Why does ad-hoc training lose to bookkeeping every time?

Without tracking, every run is one-shot. The first time someone asks 'why did this regress?' three weeks after the fact, you can't reconstruct the config, the data split, or the code state — and you redo the comparison from scratch. With tracking, the question is two clicks.

What is the reproducible-vs-replicable distinction?

Reproducible means same input → bit-for-bit identical output (same model file, same eval number). Replicable means same recipe → equivalent outcome within noise. Most ML can be replicable but not reproducible without strict seed/version/library pinning. The distinction matters because tracking targets replicability — comparing runs — not bit-equivalence.
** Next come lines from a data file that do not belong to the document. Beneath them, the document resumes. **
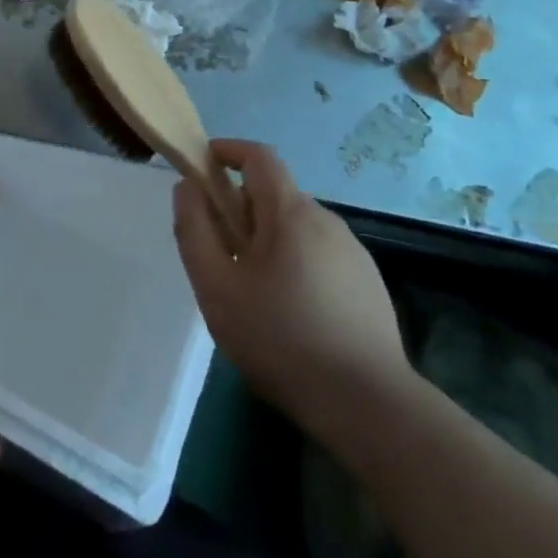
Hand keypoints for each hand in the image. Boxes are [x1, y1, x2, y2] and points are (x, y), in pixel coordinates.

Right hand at [174, 140, 415, 454]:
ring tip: (251, 293)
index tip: (201, 168)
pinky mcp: (369, 286)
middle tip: (218, 255)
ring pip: (296, 230)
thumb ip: (194, 229)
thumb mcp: (216, 286)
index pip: (258, 156)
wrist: (369, 406)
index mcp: (291, 213)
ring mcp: (354, 254)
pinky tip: (289, 315)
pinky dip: (294, 265)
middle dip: (240, 210)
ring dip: (266, 241)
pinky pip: (319, 256)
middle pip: (274, 196)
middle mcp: (327, 221)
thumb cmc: (280, 339)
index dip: (226, 151)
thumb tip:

What's the minimum useful set of things to log on every run?

Full config (every hyperparameter), the git SHA of the code at run time, a hash of the dataset, per-step loss and eval, system metrics (GPU utilisation, memory), and the output artefacts (final checkpoint or its path). Anything less and you can't reliably compare two runs.

Track 2 · Hands-on · Lesson 18

Experiment tracking with MLflow & W&B

After this lesson you can pick an experiment-tracking tool that matches your situation (MLflow, W&B, or TensorBoard), log the minimum useful set of run metadata, point an HF Trainer at it with one flag, draw the reproducible-vs-replicable line so you know which one you're actually achieving, and answer "why did this regress?" three weeks later with two clicks instead of a forensic excavation.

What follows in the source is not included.